Normalization of RNA-seq data using factor analysis of control genes or samples

Journal name:
Nature Biotechnology
Volume:
32,
Pages:
896–902
Year published:
DOI:
doi:10.1038/nbt.2931
Received
Accepted
Published online

Abstract

Normalization of RNA-sequencing (RNA-seq) data has proven essential to ensure accurate inference of expression levels. Here, we show that usual normalization approaches mostly account for sequencing depth and fail to correct for library preparation and other more complex unwanted technical effects. We evaluate the performance of the External RNA Control Consortium (ERCC) spike-in controls and investigate the possibility of using them directly for normalization. We show that the spike-ins are not reliable enough to be used in standard global-scaling or regression-based normalization procedures. We propose a normalization strategy, called remove unwanted variation (RUV), that adjusts for nuisance technical effects by performing factor analysis on suitable sets of control genes (e.g., ERCC spike-ins) or samples (e.g., replicate libraries). Our approach leads to more accurate estimates of expression fold-changes and tests of differential expression compared to state-of-the-art normalization methods. In particular, RUV promises to be valuable for large collaborative projects involving multiple laboratories, technicians, and/or sequencing platforms.

At a glance

Figures

  1. Unwanted variation in the SEQC RNA-seq data set.
    Figure 1: Unwanted variation in the SEQC RNA-seq data set.

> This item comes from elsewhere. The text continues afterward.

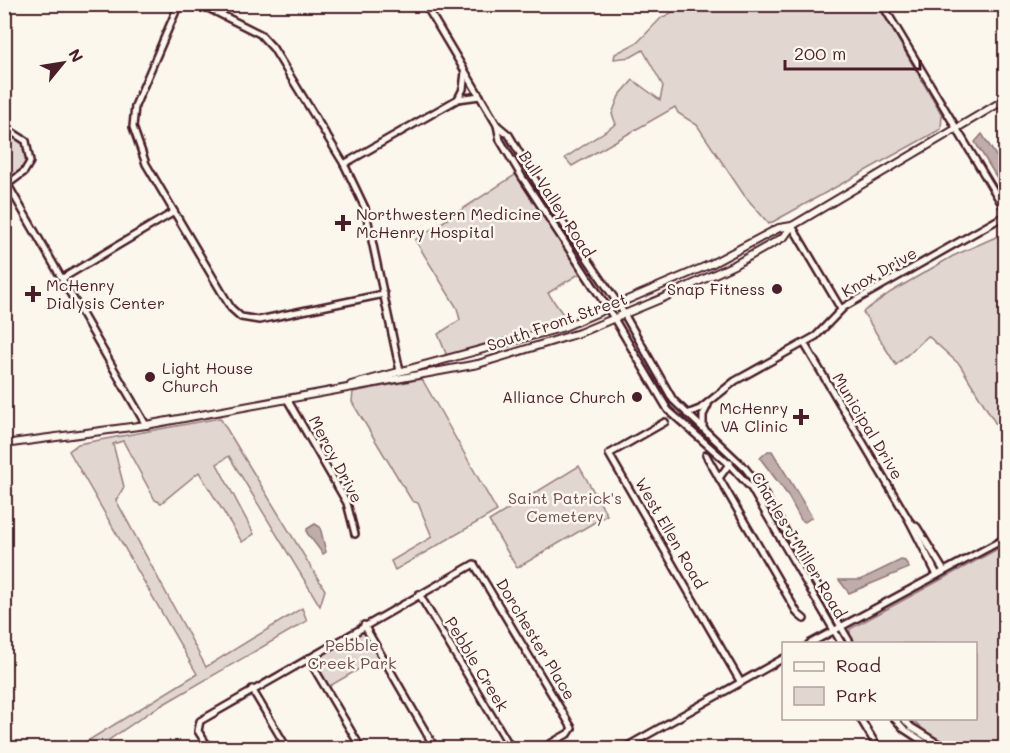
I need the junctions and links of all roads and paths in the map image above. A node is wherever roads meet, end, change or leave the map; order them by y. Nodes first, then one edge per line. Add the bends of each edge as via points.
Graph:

    (a) Scatterplot matrix of first three principal components (PC) for unnormalized counts (log scale, centered). The principal components are orthogonal linear combinations of the original 21,559-dimensional gene expression profiles, with successively maximal variance across the 128 samples, that is, the first principal component is the weighted average of the 21,559 gene expression measures that provides the most separation between the 128 samples. Each point corresponds to one of the 128 samples. The four sample A and the four sample B libraries are represented by different shades of blue and red, respectively (16 replicates per library). Circles and triangles represent samples sequenced in the first and second flow-cells, respectively. As expected for the SEQC data set, the first principal component is driven by the extreme biological difference between sample A and sample B. The second and third principal components clearly show library preparation effects (the samples cluster by shade) and, to a lesser extent, flow-cell effects reflecting differences in sequencing depths (within each shade, the samples cluster by shape). (b) Same as a, for upper-quartile (UQ)-normalized counts. UQ normalization removes flow-cell effects (the circles and triangles now cluster together), but not library preparation effects. All other normalization procedures but RUV behave similarly as UQ (Supplementary Fig. 1).

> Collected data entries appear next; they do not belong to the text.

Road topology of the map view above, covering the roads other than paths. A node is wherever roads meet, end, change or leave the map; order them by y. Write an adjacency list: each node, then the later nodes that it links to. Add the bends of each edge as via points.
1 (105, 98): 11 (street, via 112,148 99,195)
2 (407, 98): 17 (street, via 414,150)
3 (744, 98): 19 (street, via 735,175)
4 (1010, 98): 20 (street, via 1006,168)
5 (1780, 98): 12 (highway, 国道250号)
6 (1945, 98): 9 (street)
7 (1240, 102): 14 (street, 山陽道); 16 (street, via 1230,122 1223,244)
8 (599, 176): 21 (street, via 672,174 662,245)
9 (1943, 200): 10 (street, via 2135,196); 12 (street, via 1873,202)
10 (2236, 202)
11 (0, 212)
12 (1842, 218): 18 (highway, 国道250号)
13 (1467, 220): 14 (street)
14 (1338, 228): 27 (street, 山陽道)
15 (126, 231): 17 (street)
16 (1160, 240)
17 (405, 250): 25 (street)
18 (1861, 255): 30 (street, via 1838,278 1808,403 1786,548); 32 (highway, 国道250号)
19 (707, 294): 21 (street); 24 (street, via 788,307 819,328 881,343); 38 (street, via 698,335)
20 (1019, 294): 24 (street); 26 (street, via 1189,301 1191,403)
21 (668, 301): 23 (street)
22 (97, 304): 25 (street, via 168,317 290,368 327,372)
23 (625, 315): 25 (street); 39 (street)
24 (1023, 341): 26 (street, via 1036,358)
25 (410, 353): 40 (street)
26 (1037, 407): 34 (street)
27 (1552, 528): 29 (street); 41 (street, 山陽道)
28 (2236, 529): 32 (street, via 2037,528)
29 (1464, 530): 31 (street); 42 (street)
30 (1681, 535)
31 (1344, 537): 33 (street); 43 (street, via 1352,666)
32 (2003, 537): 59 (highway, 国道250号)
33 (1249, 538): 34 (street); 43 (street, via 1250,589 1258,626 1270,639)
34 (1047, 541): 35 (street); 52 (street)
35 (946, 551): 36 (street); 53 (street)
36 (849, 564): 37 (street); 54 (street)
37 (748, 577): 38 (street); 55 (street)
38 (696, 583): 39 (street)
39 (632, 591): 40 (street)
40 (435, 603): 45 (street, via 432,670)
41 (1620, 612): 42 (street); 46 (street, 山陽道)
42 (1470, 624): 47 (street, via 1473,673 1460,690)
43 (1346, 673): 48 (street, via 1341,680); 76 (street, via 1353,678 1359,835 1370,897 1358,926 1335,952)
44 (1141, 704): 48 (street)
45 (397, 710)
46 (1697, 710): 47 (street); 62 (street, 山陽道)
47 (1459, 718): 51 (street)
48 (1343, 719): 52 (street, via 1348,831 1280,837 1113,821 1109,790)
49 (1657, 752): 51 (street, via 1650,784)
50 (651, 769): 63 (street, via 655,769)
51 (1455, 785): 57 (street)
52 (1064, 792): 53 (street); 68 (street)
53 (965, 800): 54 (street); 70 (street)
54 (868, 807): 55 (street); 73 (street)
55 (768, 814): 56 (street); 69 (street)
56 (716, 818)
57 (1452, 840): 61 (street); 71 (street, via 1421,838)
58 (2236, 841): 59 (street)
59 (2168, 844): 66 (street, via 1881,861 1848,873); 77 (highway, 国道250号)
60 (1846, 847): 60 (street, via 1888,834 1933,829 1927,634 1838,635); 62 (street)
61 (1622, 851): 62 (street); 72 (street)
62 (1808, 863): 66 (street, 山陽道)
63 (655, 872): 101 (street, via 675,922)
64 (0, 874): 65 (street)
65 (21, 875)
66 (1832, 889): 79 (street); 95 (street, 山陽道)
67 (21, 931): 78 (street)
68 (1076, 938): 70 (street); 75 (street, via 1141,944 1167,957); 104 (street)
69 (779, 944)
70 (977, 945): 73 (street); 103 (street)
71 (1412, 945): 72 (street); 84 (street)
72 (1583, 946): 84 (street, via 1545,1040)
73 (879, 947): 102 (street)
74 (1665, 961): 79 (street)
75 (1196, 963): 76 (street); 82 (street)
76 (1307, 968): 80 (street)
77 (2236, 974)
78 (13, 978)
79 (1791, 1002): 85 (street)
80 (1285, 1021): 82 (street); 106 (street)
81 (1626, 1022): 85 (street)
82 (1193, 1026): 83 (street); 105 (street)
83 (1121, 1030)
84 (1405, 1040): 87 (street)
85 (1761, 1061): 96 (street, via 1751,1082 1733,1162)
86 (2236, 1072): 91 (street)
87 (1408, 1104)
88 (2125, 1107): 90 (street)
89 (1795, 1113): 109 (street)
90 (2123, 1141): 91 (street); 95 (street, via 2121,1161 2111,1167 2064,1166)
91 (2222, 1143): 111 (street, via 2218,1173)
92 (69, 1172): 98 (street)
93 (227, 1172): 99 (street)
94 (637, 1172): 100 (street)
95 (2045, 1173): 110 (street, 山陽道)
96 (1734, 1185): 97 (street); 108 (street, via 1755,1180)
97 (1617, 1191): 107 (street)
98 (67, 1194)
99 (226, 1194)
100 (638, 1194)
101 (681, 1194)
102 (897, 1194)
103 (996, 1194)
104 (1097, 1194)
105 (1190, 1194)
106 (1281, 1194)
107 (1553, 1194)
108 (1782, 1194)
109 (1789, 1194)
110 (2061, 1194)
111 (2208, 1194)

  2. Unwanted variation in the zebrafish RNA-seq data set.
    Figure 2: Unwanted variation in the zebrafish RNA-seq data set.

    (a) Boxplots of RLE for unnormalized counts. Purple: treated libraries (Trt); green: control libraries (Ctl). We expect RLE distributions to be centered around zero and as similar as possible to each other. The RLE boxplots clearly show the need for normalization. (The bottom and top of the box indicate, respectively, the first and third quartiles; the inside line indicates the median; the whiskers are located at 1.5 the inter-quartile range (IQR) above and below the box.) (b) Same as a, for upper-quartile-normalized counts. UQ normalization centers RLE around zero, but fails to remove the excessive variability of library 11. (c) Scatterplot of first two principal components for unnormalized counts (log scale, centered). Libraries do not cluster as expected according to treatment. (d) Same as c, for UQ-normalized counts. UQ normalization does not lead to better clustering of the samples. All other normalization procedures but RUV behave similarly as UQ (Supplementary Figs. 2 and 3).

  3. RUVg normalization using in silico empirical control genes.
    Figure 3: RUVg normalization using in silico empirical control genes.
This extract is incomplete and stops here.